Satoru Gojo

    Satoru Gojo

    fainting at birth

    Satoru Gojo
    c.ai

    The room was too bright, too sterile, too full of sounds that didn’t make sense. Machines beeped in sharp intervals, nurses moved quickly around the bed, their voices clipped and urgent. But for Satoru, everything tunneled to one thing — you.

    You were clutching his hand with a strength that nearly broke his bones, your cries raw, pulled straight from the deepest part of you. He had never seen you like this. Never seen you so vulnerable, so torn open by pain. And he hated it — hated that he couldn’t do a damn thing.

    “Breathe with me, sweetheart, just… just like that—” His voice cracked. He tried to sound steady, tried to wear the easy grin everyone expected of him, but his chest was constricting too fast. His thumb kept brushing over your knuckles, desperate, as though that could anchor both of you.

    Then you screamed again, louder this time, and he swore his heart split clean in two.

    Satoru had faced curses the size of mountains, had walked through battlefields soaked in blood without blinking. But this — watching the woman he loved writhe and cry, powerless to stop it — it was worse than any nightmare.

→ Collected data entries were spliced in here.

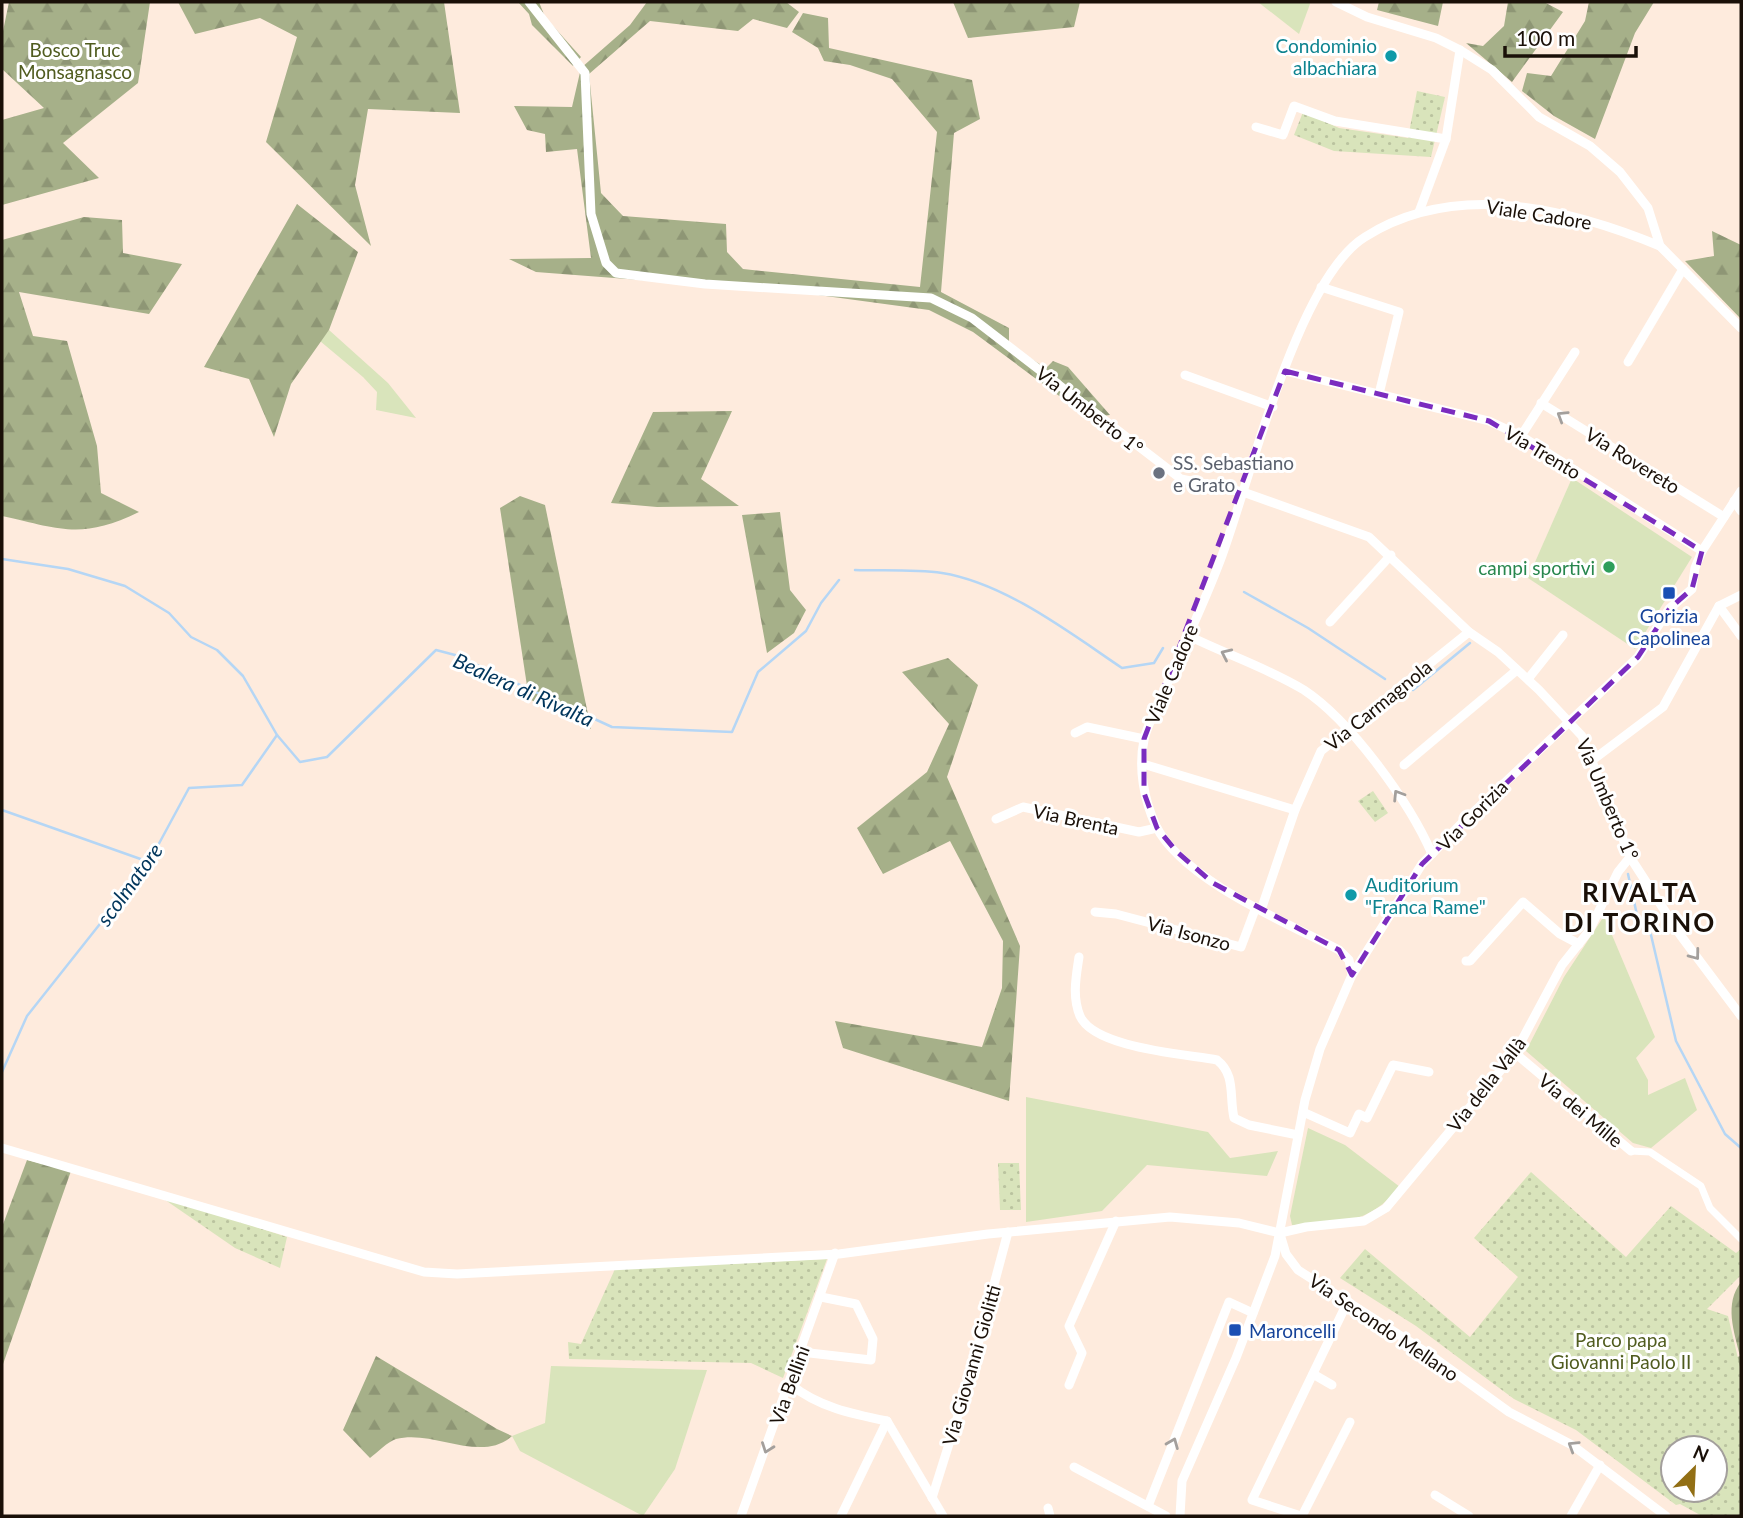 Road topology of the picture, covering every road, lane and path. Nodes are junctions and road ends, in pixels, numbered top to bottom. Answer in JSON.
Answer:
{"nodes":[{"id":1,"x":1336,"y":2,"type":"edge"},
{"id":2,"x":530,"y":5,"type":"edge"},
{"id":3,"x":1460,"y":50,"type":"junction"},
{"id":4,"x":1256,"y":127,"type":"dead end"},
{"id":5,"x":1447,"y":139,"type":"junction"},
{"id":6,"x":1419,"y":212,"type":"junction"},
{"id":7,"x":1660,"y":246,"type":"junction"},
{"id":8,"x":1683,"y":270,"type":"junction"},
{"id":9,"x":1321,"y":287,"type":"junction"},
{"id":10,"x":1741,"y":328,"type":"edge"},
{"id":11,"x":1575,"y":352,"type":"dead end"},
{"id":12,"x":1628,"y":362,"type":"dead end"},
{"id":13,"x":1285,"y":371,"type":"junction"},
{"id":14,"x":1185,"y":375,"type":"dead end"},
{"id":15,"x":1379,"y":394,"type":"junction"},
{"id":16,"x":1541,"y":403,"type":"junction"},
{"id":17,"x":1273,"y":407,"type":"junction"},
{"id":18,"x":1521,"y":436,"type":"junction"},
{"id":19,"x":1741,"y":491,"type":"edge"},
{"id":20,"x":1243,"y":492,"type":"junction"},
{"id":21,"x":1734,"y":501,"type":"junction"},
{"id":22,"x":1741,"y":511,"type":"edge"},
{"id":23,"x":1724,"y":517,"type":"junction"},
{"id":24,"x":1702,"y":551,"type":"junction"},
{"id":25,"x":1391,"y":555,"type":"junction"},
{"id":26,"x":1741,"y":595,"type":"edge"},
{"id":27,"x":1719,"y":606,"type":"junction"},
{"id":28,"x":1330,"y":622,"type":"dead end"},
{"id":29,"x":1469,"y":632,"type":"junction"},
{"id":30,"x":1187,"y":635,"type":"junction"},
{"id":31,"x":1563,"y":635,"type":"dead end"},
{"id":32,"x":1741,"y":636,"type":"edge"},
{"id":33,"x":1517,"y":670,"type":"junction"},
{"id":34,"x":1528,"y":679,"type":"junction"},
{"id":35,"x":1570,"y":721,"type":"junction"},
{"id":36,"x":1345,"y":729,"type":"junction"},
{"id":37,"x":1075,"y":733,"type":"dead end"},
{"id":38,"x":1144,"y":739,"type":"junction"},
{"id":39,"x":1594,"y":759,"type":"junction"},
{"id":40,"x":1143,"y":764,"type":"junction"},
{"id":41,"x":1404,"y":765,"type":"dead end"},
{"id":42,"x":1295,"y":810,"type":"junction"},
{"id":43,"x":996,"y":819,"type":"dead end"},
{"id":44,"x":1157,"y":828,"type":"junction"},
{"id":45,"x":1432,"y":854,"type":"junction"},
{"id":46,"x":1630,"y":857,"type":"junction"},
{"id":47,"x":1259,"y":908,"type":"junction"},
{"id":48,"x":1095,"y":912,"type":"dead end"},
{"id":49,"x":1579,"y":944,"type":"junction"},
{"id":50,"x":1079,"y":957,"type":"dead end"},
{"id":51,"x":1466,"y":961,"type":"dead end"},
{"id":52,"x":1352,"y":975,"type":"junction"},
{"id":53,"x":1741,"y":1016,"type":"edge"},
{"id":54,"x":1514,"y":1054,"type":"junction"},
{"id":55,"x":1429,"y":1072,"type":"dead end"},
{"id":56,"x":1303,"y":1112,"type":"junction"},
{"id":57,"x":1298,"y":1135,"type":"junction"},
{"id":58,"x":2,"y":1148,"type":"edge"},
{"id":59,"x":1631,"y":1151,"type":"joint"},
{"id":60,"x":1116,"y":1221,"type":"junction"},
{"id":61,"x":1008,"y":1232,"type":"junction"},
{"id":62,"x":1280,"y":1234,"type":"junction"},
{"id":63,"x":1741,"y":1239,"type":"edge"},
{"id":64,"x":835,"y":1253,"type":"junction"},
{"id":65,"x":821,"y":1297,"type":"junction"},
{"id":66,"x":1348,"y":1301,"type":"junction"},
{"id":67,"x":1253,"y":1313,"type":"junction"},
{"id":68,"x":802,"y":1352,"type":"junction"},
{"id":69,"x":1313,"y":1374,"type":"junction"},
{"id":70,"x":790,"y":1384,"type":"junction"},
{"id":71,"x":1069,"y":1385,"type":"dead end"},
{"id":72,"x":1332,"y":1385,"type":"dead end"},
{"id":73,"x":887,"y":1422,"type":"junction"},
{"id":74,"x":1350,"y":1422,"type":"dead end"},
{"id":75,"x":1600,"y":1465,"type":"junction"},
{"id":76,"x":1074,"y":1467,"type":"dead end"},
{"id":77,"x":1435,"y":1495,"type":"dead end"},
{"id":78,"x":932,"y":1498,"type":"junction"},
{"id":79,"x":1148,"y":1506,"type":"junction"},
{"id":80,"x":741,"y":1516,"type":"edge"},
{"id":81,"x":841,"y":1516,"type":"edge"},
{"id":82,"x":943,"y":1516,"type":"edge"},
{"id":83,"x":1166,"y":1516,"type":"edge"},
{"id":84,"x":1180,"y":1516,"type":"edge"},
{"id":85,"x":1302,"y":1516,"type":"edge"},
{"id":86,"x":1469,"y":1516,"type":"edge"},
{"id":87,"x":1571,"y":1516,"type":"edge"},
{"id":88,"x":1667,"y":1516,"type":"edge"}],
"edges":[{"from":1,"to":3,"type":"street"},
{"from":2,"to":20,"type":"street","name":"Via Umberto 1°"},
{"from":3,"to":5,"type":"street"},
{"from":3,"to":7,"type":"street"},
{"from":4,"to":5,"type":"street"},
{"from":5,"to":6,"type":"street"},
{"from":6,"to":7,"type":"street","name":"Viale Cadore"},
{"from":6,"to":9,"type":"street","name":"Viale Cadore"},
{"from":7,"to":8,"type":"street"},
{"from":8,"to":10,"type":"street"},
{"from":8,"to":12,"type":"street"},
{"from":9,"to":13,"type":"street","name":"Viale Cadore"},
{"from":9,"to":15,"type":"street"},
{"from":11,"to":16,"type":"street"},
{"from":13,"to":15,"type":"street","name":"Via Trento"},
{"from":13,"to":17,"type":"street","name":"Viale Cadore"},
{"from":14,"to":17,"type":"street"},
{"from":15,"to":18,"type":"street","name":"Via Trento"},
{"from":16,"to":18,"type":"street"},
{"from":23,"to":16,"type":"street","name":"Via Rovereto","one_way":true},
{"from":17,"to":20,"type":"street","name":"Viale Cadore"},
{"from":18,"to":24,"type":"street","name":"Via Trento"},
{"from":19,"to":21,"type":"street","name":"Via Gorizia"},
{"from":20,"to":25,"type":"street","name":"Via Umberto 1°"},
{"from":20,"to":30,"type":"street","name":"Viale Cadore"},
{"from":21,"to":22,"type":"street"},
{"from":21,"to":23,"type":"street","name":"Via Gorizia"},
{"from":23,"to":24,"type":"street","name":"Via Gorizia"},
{"from":24,"to":35,"type":"street","name":"Via Gorizia"},
{"from":25,"to":28,"type":"street"},
{"from":25,"to":29,"type":"street","name":"Via Umberto 1°"},
{"from":26,"to":27,"type":"street"},
{"from":27,"to":32,"type":"street"},
{"from":27,"to":39,"type":"street"},
{"from":29,"to":33,"type":"street","name":"Via Umberto 1°"},
{"from":29,"to":36,"type":"street","name":"Via Carmagnola"},
{"from":36,"to":30,"type":"street","one_way":true},
{"from":30,"to":38,"type":"street","name":"Viale Cadore"},
{"from":31,"to":34,"type":"street"},
{"from":33,"to":34,"type":"street","name":"Via Umberto 1°"},
{"from":33,"to":41,"type":"street"},
{"from":34,"to":35,"type":"street","name":"Via Umberto 1°"},
{"from":35,"to":39,"type":"street","name":"Via Umberto 1°"},
{"from":35,"to":45,"type":"street","name":"Via Gorizia"},
{"from":36,"to":42,"type":"street","name":"Via Carmagnola"},
{"from":45,"to":36,"type":"street","one_way":true},
{"from":37,"to":38,"type":"street"},
{"from":38,"to":40,"type":"street","name":"Viale Cadore"},
{"from":39,"to":46,"type":"street","name":"Via Umberto 1°"},
{"from":40,"to":42,"type":"street"},
{"from":40,"to":44,"type":"street","name":"Viale Cadore"},
{"from":42,"to":47,"type":"street","name":"Via Carmagnola"},
{"from":43,"to":44,"type":"street","name":"Via Brenta"},
{"from":44,"to":47,"type":"street","name":"Viale Cadore"},
{"from":45,"to":52,"type":"street","name":"Via Gorizia"},
{"from":46,"to":49,"type":"street","name":"Via della Vallà"},
{"from":46,"to":53,"type":"street","name":"Via Umberto 1°","one_way":true},
{"from":47,"to":48,"type":"street","name":"Via Isonzo"},
{"from":47,"to":52,"type":"street","name":"Viale Cadore"},
{"from":49,"to":51,"type":"street"},
{"from":49,"to":54,"type":"street","name":"Via della Vallà"},
{"from":50,"to":57,"type":"street"},
{"from":52,"to":56,"type":"street","name":"Via Gorizia"},
{"from":54,"to":59,"type":"street","name":"Via dei Mille"},
{"from":54,"to":62,"type":"street","name":"Via della Vallà"},
{"from":55,"to":56,"type":"street"},
{"from":56,"to":57,"type":"street","name":"Via Gorizia"},
{"from":57,"to":62,"type":"street","name":"Via Gorizia"},
{"from":58,"to":64,"type":"street"},
{"from":59,"to":63,"type":"street","name":"Via dei Mille"},
{"from":60,"to":61,"type":"street"},
{"from":60,"to":62,"type":"street"},
{"from":60,"to":71,"type":"street"},
{"from":61,"to":64,"type":"street"},
{"from":61,"to":78,"type":"street","name":"Via Giovanni Giolitti"},
{"from":62,"to":66,"type":"street","name":"Via Secondo Mellano"},
{"from":62,"to":67,"type":"street","name":"Via Gorizia"},
{"from":64,"to":65,"type":"street","name":"Via Bellini"},
{"from":65,"to":68,"type":"street","name":"Via Bellini"},
{"from":65,"to":68,"type":"street"},
{"from":66,"to":69,"type":"street"},
{"from":75,"to":66,"type":"street","name":"Via Secondo Mellano","one_way":true},
{"from":79,"to":67,"type":"street","one_way":true},
{"from":67,"to":84,"type":"street","name":"Via Gorizia"},
{"from":68,"to":70,"type":"street","name":"Via Bellini"},
{"from":69,"to":72,"type":"street"},
{"from":69,"to":85,"type":"street"},
{"from":70,"to":73,"type":"street"},
{"from":70,"to":80,"type":"street","name":"Via Bellini","one_way":true},
{"from":73,"to":78,"type":"street"},
{"from":73,"to":81,"type":"street"},
{"from":74,"to":85,"type":"street"},
{"from":75,"to":87,"type":"street"},
{"from":75,"to":88,"type":"street","name":"Via Secondo Mellano"},
{"from":76,"to":79,"type":"street"},
{"from":77,"to":86,"type":"street"},
{"from":78,"to":82,"type":"street"},
{"from":79,"to":83,"type":"street"}]}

    He caught flashes: the sweat on your brow, your back arching off the bed, the doctor’s calm but urgent instructions. The monitor’s shrill beeping when your heart rate spiked. Every sound stabbed into him. He couldn’t block it out. His Infinity meant nothing here. He couldn’t shield you. Couldn’t fight this.

    Terror clawed its way up his throat. His hands were shaking, his breaths coming too shallow, too quick. She’s hurting. She’s breaking. I can’t… I can’t stop it.

    “Her blood pressure’s dropping—” a nurse’s voice cut across the chaos.

    The world tilted violently. He swayed on his feet, his grip on your hand faltering. He wanted to hold on, wanted to keep whispering to you, but his body betrayed him. His vision blurred at the edges, black creeping in, and the roar of blood in his ears drowned everything else out.

    “No, no, I’m fine—” he tried to say, but the words collapsed with him.

    A sharp gasp rippled through the room as Satoru crumpled to the floor, all six-foot-three of him hitting the tiles with a graceless thud. The nurses exchanged quick, exasperated looks — not the first fainting father they’d seen — but you, mid-labor, turned your head just enough to see him lying there, pale and still, one hand still stretched weakly toward you.

    Even unconscious, even as terror finally dragged him under, his body hadn’t stopped reaching for you.